**Required action:**
Find the word "Carabantes" below. Copy each line that has it.

-------- Input --------

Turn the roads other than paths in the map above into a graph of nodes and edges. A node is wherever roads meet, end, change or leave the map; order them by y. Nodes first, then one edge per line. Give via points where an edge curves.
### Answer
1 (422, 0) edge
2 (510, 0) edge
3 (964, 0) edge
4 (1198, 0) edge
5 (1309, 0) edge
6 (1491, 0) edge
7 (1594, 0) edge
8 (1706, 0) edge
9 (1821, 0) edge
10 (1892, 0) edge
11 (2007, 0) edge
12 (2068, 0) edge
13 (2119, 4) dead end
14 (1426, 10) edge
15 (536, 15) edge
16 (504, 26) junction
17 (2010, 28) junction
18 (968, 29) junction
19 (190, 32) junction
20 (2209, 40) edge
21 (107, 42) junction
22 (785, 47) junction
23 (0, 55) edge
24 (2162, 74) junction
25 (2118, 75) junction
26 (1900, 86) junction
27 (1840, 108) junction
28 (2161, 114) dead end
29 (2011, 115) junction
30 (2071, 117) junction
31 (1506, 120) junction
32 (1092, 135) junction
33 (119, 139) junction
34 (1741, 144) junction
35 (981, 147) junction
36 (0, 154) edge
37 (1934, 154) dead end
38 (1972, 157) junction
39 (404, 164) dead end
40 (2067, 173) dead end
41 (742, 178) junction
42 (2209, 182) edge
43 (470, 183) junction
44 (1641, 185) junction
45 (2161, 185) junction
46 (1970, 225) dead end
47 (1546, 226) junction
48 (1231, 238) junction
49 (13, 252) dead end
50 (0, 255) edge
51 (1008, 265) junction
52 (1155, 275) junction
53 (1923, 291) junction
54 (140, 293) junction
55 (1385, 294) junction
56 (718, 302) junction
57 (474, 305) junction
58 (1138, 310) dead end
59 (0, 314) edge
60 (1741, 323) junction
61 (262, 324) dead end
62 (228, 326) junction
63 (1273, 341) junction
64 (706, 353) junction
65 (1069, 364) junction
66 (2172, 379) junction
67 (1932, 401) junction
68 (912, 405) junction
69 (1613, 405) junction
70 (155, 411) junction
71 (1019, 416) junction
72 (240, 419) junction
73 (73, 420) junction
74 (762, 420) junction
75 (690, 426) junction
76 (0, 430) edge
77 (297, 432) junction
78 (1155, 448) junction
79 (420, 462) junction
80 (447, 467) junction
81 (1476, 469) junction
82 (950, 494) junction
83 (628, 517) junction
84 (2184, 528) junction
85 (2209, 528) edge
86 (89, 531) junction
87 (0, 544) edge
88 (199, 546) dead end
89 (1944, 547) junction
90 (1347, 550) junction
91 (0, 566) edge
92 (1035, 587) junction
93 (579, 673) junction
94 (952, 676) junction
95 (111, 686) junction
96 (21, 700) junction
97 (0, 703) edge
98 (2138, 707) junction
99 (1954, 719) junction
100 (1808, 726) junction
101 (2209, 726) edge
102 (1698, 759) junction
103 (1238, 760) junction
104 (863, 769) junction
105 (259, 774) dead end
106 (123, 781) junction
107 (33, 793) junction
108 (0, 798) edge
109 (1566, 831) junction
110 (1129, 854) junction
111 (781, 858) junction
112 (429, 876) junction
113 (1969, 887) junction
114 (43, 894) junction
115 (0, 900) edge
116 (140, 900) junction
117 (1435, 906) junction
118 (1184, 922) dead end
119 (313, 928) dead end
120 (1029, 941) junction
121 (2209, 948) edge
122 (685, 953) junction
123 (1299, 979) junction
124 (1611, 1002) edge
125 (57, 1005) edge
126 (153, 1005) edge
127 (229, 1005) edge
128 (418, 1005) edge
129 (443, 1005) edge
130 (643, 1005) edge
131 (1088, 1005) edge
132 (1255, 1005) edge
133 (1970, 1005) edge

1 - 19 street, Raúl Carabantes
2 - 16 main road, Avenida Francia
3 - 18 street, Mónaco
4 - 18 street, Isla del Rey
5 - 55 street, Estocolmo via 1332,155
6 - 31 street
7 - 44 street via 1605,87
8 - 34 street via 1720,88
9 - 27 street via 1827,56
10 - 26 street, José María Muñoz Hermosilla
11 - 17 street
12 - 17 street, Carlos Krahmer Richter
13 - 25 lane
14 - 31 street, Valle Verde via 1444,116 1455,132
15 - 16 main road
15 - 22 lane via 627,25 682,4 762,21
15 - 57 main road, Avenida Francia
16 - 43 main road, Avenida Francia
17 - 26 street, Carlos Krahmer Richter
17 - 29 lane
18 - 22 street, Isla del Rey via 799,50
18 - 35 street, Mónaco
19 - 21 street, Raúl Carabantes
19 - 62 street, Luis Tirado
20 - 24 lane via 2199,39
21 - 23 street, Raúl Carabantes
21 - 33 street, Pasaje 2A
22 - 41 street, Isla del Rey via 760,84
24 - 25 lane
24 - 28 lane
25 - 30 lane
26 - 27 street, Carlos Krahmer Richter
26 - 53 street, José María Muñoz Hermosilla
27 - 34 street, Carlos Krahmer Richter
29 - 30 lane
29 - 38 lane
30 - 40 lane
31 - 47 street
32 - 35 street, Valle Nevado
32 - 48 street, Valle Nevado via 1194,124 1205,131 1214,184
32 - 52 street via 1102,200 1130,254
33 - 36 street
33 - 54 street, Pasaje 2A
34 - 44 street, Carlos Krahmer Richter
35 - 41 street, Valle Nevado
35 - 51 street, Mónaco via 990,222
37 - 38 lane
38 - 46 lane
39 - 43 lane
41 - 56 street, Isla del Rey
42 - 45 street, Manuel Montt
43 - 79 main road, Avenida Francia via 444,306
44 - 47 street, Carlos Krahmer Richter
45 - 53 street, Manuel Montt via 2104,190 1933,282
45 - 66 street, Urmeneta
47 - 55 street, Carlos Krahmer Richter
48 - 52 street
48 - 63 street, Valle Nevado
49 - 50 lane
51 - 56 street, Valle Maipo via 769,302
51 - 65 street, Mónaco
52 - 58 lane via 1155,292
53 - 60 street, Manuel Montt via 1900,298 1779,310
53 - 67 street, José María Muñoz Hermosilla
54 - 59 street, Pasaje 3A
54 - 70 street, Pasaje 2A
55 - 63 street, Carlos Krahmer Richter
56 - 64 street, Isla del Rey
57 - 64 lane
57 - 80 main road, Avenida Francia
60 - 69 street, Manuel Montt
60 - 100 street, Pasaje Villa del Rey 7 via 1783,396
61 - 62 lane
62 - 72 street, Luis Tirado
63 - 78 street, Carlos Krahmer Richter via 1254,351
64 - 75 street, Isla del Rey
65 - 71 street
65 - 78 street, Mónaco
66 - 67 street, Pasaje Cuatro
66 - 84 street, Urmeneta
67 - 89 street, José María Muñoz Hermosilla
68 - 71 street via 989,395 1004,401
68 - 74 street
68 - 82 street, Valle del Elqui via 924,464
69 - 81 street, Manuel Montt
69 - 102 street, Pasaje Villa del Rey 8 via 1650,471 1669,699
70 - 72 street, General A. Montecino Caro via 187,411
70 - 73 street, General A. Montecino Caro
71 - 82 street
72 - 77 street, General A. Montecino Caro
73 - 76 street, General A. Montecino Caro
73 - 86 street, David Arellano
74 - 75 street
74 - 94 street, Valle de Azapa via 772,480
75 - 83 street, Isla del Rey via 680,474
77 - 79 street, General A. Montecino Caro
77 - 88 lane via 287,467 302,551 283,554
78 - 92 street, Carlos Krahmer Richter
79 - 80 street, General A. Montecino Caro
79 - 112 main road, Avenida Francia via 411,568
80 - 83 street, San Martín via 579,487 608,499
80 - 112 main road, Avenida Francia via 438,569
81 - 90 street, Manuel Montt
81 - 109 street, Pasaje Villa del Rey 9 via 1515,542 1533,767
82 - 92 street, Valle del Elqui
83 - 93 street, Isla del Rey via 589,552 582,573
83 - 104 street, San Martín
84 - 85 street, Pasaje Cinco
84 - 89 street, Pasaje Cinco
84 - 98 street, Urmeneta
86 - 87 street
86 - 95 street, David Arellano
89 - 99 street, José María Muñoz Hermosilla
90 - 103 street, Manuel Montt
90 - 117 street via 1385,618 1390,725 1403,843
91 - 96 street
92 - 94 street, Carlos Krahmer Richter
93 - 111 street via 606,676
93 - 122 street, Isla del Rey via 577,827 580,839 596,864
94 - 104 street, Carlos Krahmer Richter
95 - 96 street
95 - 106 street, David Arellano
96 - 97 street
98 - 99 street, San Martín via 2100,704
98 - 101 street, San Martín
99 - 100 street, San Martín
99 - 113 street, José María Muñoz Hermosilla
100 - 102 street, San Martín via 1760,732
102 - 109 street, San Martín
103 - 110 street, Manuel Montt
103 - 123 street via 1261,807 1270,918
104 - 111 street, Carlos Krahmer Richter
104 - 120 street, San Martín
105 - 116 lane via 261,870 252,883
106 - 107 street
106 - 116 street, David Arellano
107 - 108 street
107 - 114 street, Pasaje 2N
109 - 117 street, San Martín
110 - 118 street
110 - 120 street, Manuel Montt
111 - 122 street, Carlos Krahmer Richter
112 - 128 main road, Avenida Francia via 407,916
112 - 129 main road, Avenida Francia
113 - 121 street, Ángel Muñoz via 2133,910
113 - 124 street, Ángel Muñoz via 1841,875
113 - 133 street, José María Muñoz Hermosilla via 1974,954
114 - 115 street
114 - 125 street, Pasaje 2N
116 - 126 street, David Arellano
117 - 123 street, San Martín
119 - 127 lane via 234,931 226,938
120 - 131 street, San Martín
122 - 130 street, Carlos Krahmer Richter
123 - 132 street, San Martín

--------

**Task output:**
1 - 19 street, Raúl Carabantes
19 - 21 street, Raúl Carabantes
21 - 23 street, Raúl Carabantes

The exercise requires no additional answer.